In offline reinforcement learning (RL), we seek to utilize offline data to evaluate (or learn) policies in scenarios where the data are collected from a distribution that substantially differs from that of the target policy to be evaluated. Recent theoretical advances have shown that such sample-efficient offline RL is indeed possible provided certain strong representational conditions hold, else there are lower bounds exhibiting exponential error amplification (in the problem horizon) unless the data collection distribution has only a mild distribution shift relative to the target policy. This work studies these issues from an empirical perspective to gauge how stable offline RL methods are.

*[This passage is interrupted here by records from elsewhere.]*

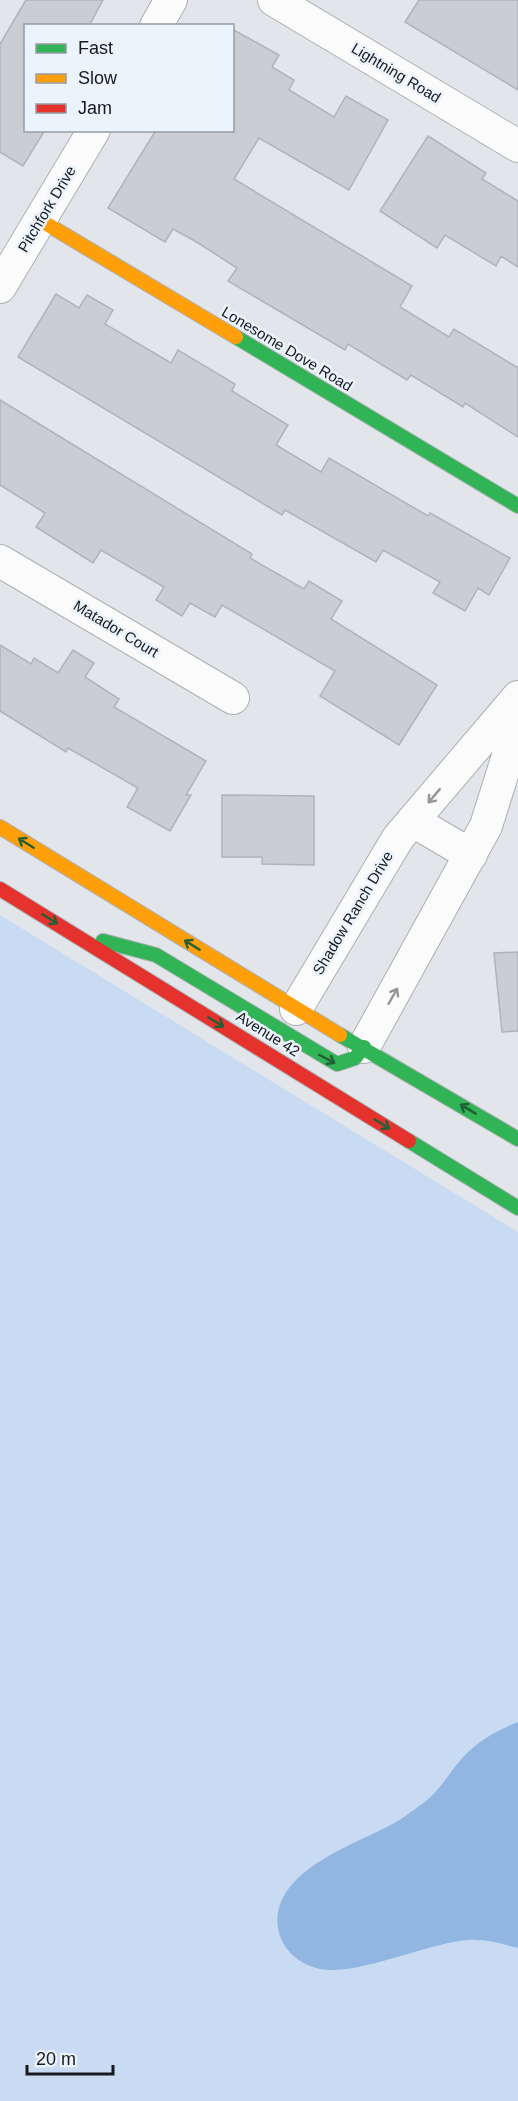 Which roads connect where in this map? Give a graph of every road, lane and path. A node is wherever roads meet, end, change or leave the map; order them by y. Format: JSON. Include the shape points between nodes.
{"nodes":[{"id":1,"x":171,"y":0,"type":"edge"},
{"id":2,"x":274,"y":0,"type":"edge"},
{"id":3,"x":157,"y":24,"type":"edge"},
{"id":4,"x":92,"y":132,"type":"edge"},
{"id":5,"x":518,"y":146,"type":"edge"},
{"id":6,"x":40,"y":220,"type":"junction"},
{"id":7,"x":0,"y":287,"type":"edge"},
{"id":8,"x":518,"y":506,"type":"edge"},
{"id":9,"x":0,"y":561,"type":"edge"},
{"id":10,"x":518,"y":697,"type":"edge"},
{"id":11,"x":233,"y":698,"type":"dead end"},
{"id":12,"x":518,"y":724,"type":"edge"},
{"id":13,"x":413,"y":821,"type":"junction"},
{"id":14,"x":0,"y":827,"type":"edge"},
{"id":15,"x":471,"y":855,"type":"junction"},
{"id":16,"x":0,"y":889,"type":"edge"},
{"id":17,"x":69,"y":932,"type":"junction"},
{"id":18,"x":296,"y":1009,"type":"junction"},
{"id":19,"x":364,"y":1047,"type":"junction"},
{"id":20,"x":518,"y":1139,"type":"edge"},
{"id":21,"x":518,"y":1208,"type":"edge"}],
"edges":[{"from":1,"to":3,"type":"street"},
{"from":2,"to":5,"type":"street","name":"Lightning Road"},
{"from":4,"to":6,"type":"street","name":"Pitchfork Drive"},
{"from":6,"to":7,"type":"street","name":"Pitchfork Drive"},
{"from":6,"to":8,"type":"street","name":"Lonesome Dove Road"},
{"from":9,"to":11,"type":"street","name":"Matador Court"},
{"from":10,"to":13,"type":"street","name":"Shadow Ranch Drive","one_way":true},
{"from":12,"to":15,"type":"street","via":[[486,826]]},
{"from":13,"to":15,"type":"street"},
{"from":13,"to":18,"type":"street","name":"Shadow Ranch Drive","via":[[398,838]]},
{"from":18,"to":14,"type":"street","one_way":true},
{"from":19,"to":15,"type":"street","one_way":true},
{"from":16,"to":17,"type":"street","name":"Avenue 42","one_way":true},
{"from":17,"to":19,"type":"street","one_way":true,"via":[[156,955],[337,1064],[355,1058]]},
{"from":17,"to":21,"type":"street","name":"Avenue 42","one_way":true},
{"from":18,"to":19,"type":"street"},
{"from":20,"to":19,"type":"street","one_way":true}]}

In particular, our methodology explores these ideas when using features from pre-trained neural networks, in the hope that these representations are powerful enough to permit sample efficient offline RL. Through extensive experiments on a range of tasks, we see that substantial error amplification does occur even when using such pre-trained representations (trained on the same task itself); we find offline RL is stable only under extremely mild distribution shift. The implications of these results, both from a theoretical and an empirical perspective, are that successful offline RL (where we seek to go beyond the low distribution shift regime) requires substantially stronger conditions beyond those which suffice for successful supervised learning.

Author Information

Ruosong Wang (Carnegie Mellon University)

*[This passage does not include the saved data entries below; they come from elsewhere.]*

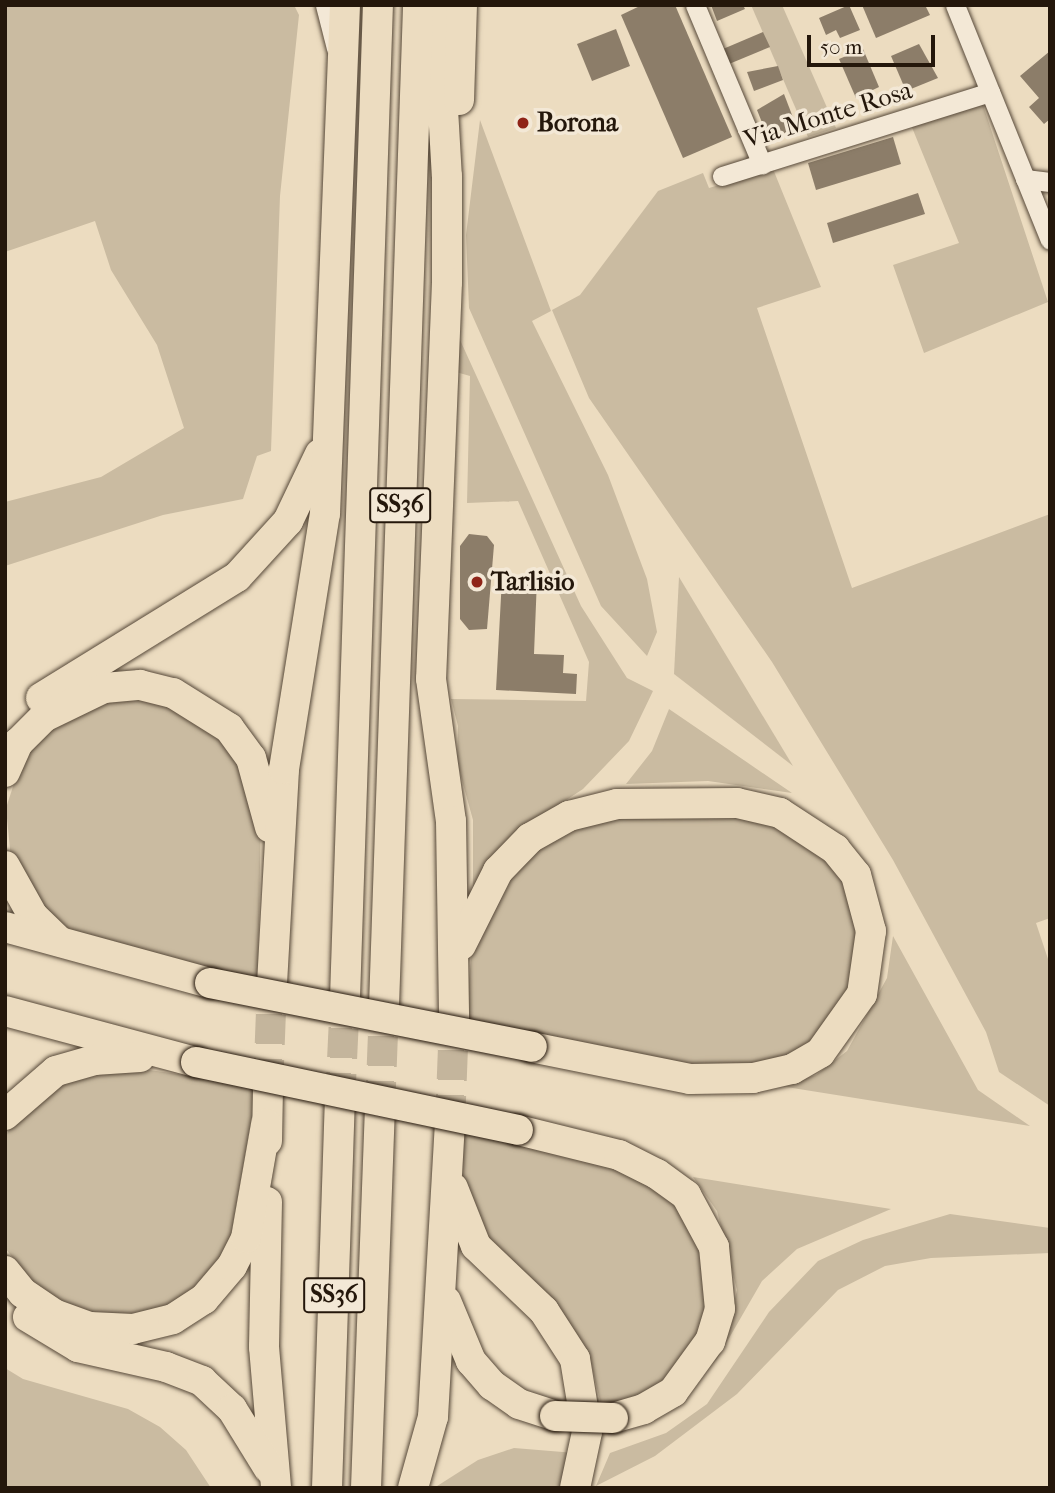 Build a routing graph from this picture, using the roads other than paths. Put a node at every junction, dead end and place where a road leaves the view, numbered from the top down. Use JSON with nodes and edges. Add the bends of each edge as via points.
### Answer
{"nodes":[{"id":1,"x":325,"y":5,"type":"edge"},
{"id":2,"x":345,"y":5,"type":"edge"},
{"id":3,"x":378,"y":5,"type":"edge"},
{"id":4,"x":418,"y":5,"type":"edge"},
{"id":5,"x":438,"y":5,"type":"edge"},
{"id":6,"x":461,"y":5,"type":"edge"},
{"id":7,"x":695,"y":5,"type":"edge"},
{"id":8,"x":955,"y":5,"type":"edge"},
{"id":9,"x":339,"y":62,"type":"junction"},
{"id":10,"x":990,"y":92,"type":"junction"},
{"id":11,"x":762,"y":164,"type":"junction"},
{"id":12,"x":447,"y":176,"type":"junction"},
{"id":13,"x":722,"y":176,"type":"dead end"},
{"id":14,"x":1026,"y":179,"type":"junction"},
{"id":15,"x":1050,"y":182,"type":"edge"},
{"id":16,"x":1050,"y":240,"type":"edge"},
{"id":17,"x":328,"y":427,"type":"junction"},
{"id":18,"x":5,"y":733,"type":"edge"},
{"id":19,"x":5,"y":772,"type":"edge"},
{"id":20,"x":5,"y":866,"type":"edge"},
{"id":21,"x":275,"y":911,"type":"junction"},
{"id":22,"x":5,"y":927,"type":"edge"},
{"id":23,"x":61,"y":944,"type":"junction"},
{"id":24,"x":456,"y":970,"type":"junction"},
{"id":25,"x":272,"y":984,"type":"tunnel mouth"},
{"id":26,"x":345,"y":998,"type":"tunnel mouth"},
{"id":27,"x":384,"y":1006,"type":"tunnel mouth"},
{"id":28,"x":5,"y":1011,"type":"edge"},
{"id":29,"x":454,"y":1020,"type":"tunnel mouth"},
{"id":30,"x":183,"y":1059,"type":"junction"},
{"id":31,"x":268,"y":1089,"type":"tunnel mouth"},
{"id":32,"x":340,"y":1103,"type":"tunnel mouth"},
{"id":33,"x":380,"y":1111,"type":"tunnel mouth"},
{"id":34,"x":5,"y":1115,"type":"edge"},
{"id":35,"x":266,"y":1124,"type":"junction"},
{"id":36,"x":450,"y":1125,"type":"tunnel mouth"},
{"id":37,"x":448,"y":1171,"type":"junction"},
{"id":38,"x":5,"y":1270,"type":"edge"},
{"id":39,"x":443,"y":1292,"type":"junction"},
{"id":40,"x":5,"y":1294,"type":"edge"},
{"id":41,"x":276,"y":1488,"type":"edge"},
{"id":42,"x":327,"y":1488,"type":"edge"},
{"id":43,"x":366,"y":1488,"type":"edge"},
{"id":44,"x":413,"y":1488,"type":"edge"},
{"id":45,"x":575,"y":1488,"type":"edge"}],
"edges":[{"from":1,"to":9,"type":"street"},
{"from":2,"to":9,"type":"highway"},
{"from":3,"to":26,"type":"highway","number":"SS36"},
{"from":4,"to":27,"type":"highway","number":"SS36"},
{"from":5,"to":12,"type":"highway"},
{"from":6,"to":12,"type":"highway","via":[[458,134]]},
{"from":7,"to":11,"type":"street"},
{"from":8,"to":10,"type":"street"},
{"from":9,"to":17,"type":"highway"},
{"from":10,"to":11,"type":"street","name":"Via Monte Rosa"},
{"from":10,"to":14,"type":"street"},
{"from":11,"to":13,"type":"street","name":"Via Monte Rosa"},
{"from":12,"to":24,"type":"highway","via":[[431,679],[451,821]]},
{"from":14,"to":15,"type":"street"},
{"from":14,"to":16,"type":"street"},
{"from":17,"to":18,"type":"highway","via":[[312,478],[272,544],[206,598],[52,690]]},
{"from":17,"to":21,"type":"highway","via":[[323,526],[284,769]]},
{"from":19,"to":21,"type":"highway","via":[[18,743],[44,717],[104,688],[140,685],[205,708],[229,728],[251,758],[263,793]]},
{"from":20,"to":23,"type":"highway","via":[[33,916]]},
{"from":21,"to":25,"type":"highway"},
{"from":22,"to":23,"type":"highway"},
{"from":23,"to":24,"type":"highway","bridge":true,"via":[[210,983],[690,1079],[754,1078],[792,1069],[820,1053],[862,994],[871,931],[856,874],[827,843],[780,813],[737,803],[617,804],[569,816],[530,838],[498,871],[463,933]]},
{"from":24,"to":29,"type":"highway"},
{"from":28,"to":30,"type":"highway"},
{"from":30,"to":34,"type":"highway","via":[[94,1060],[56,1071]]},
{"from":30,"to":39,"type":"highway","bridge":true,"via":[[619,1154],[686,1195],[714,1247],[720,1309],[710,1341],[673,1392],[644,1409],[613,1418],[555,1416],[519,1404],[492,1385],[471,1360]]},
{"from":31,"to":35,"type":"highway"},
{"from":32,"to":42,"type":"highway","number":"SS36"},
{"from":33,"to":43,"type":"highway","number":"SS36"},
{"from":35,"to":38,"type":"highway","via":[[246,1238],[232,1266],[204,1300],[173,1319],[133,1329],[90,1327],[54,1314],[23,1293]]},
{"from":35,"to":41,"type":"highway","via":[[264,1347]]},
{"from":36,"to":37,"type":"highway"},
{"from":37,"to":39,"type":"highway"},
{"from":37,"to":45,"type":"highway","via":[[476,1246],[544,1311],[575,1359],[587,1432]]},
{"from":39,"to":44,"type":"highway","via":[[433,1417]]},
{"from":40,"to":41,"type":"highway","via":[[41,1329],[78,1347],[166,1367],[202,1381],[232,1409],[263,1453]]}]}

Yifan Wu (Carnegie Mellon University)
Russ Salakhutdinov (Carnegie Mellen University)
Sham Kakade (University of Washington)

Sham Kakade is a Washington Research Foundation Data Science Chair, with a joint appointment in the Department of Computer Science and the Department of Statistics at the University of Washington, and is a co-director for the Algorithmic Foundations of Data Science Institute. He works on the mathematical foundations of machine learning and AI. Sham's thesis helped in laying the foundations of the PAC-MDP framework for reinforcement learning. With his collaborators, his additional contributions include: one of the first provably efficient policy search methods, Conservative Policy Iteration, for reinforcement learning; developing the mathematical foundations for the widely used linear bandit models and the Gaussian process bandit models; the tensor and spectral methodologies for provable estimation of latent variable models (applicable to mixture of Gaussians, HMMs, and LDA); the first sharp analysis of the perturbed gradient descent algorithm, along with the design and analysis of numerous other convex and non-convex algorithms. He is the recipient of the IBM Goldberg best paper award (in 2007) for contributions to fast nearest neighbor search and the best paper, INFORMS Revenue Management and Pricing Section Prize (2014). He has been program chair for COLT 2011. Sham was an undergraduate at Caltech, where he studied physics and worked under the guidance of John Preskill in quantum computing. He then completed his Ph.D. in computational neuroscience at the Gatsby Unit at University College London, under the supervision of Peter Dayan. He was a postdoc at the Dept. of Computer Science, University of Pennsylvania , where he broadened his studies to include computational game theory and economics from the guidance of Michael Kearns. Sham has been a Principal Research Scientist at Microsoft Research, New England, an associate professor at the Department of Statistics, Wharton, UPenn, and an assistant professor at the Toyota Technological Institute at Chicago.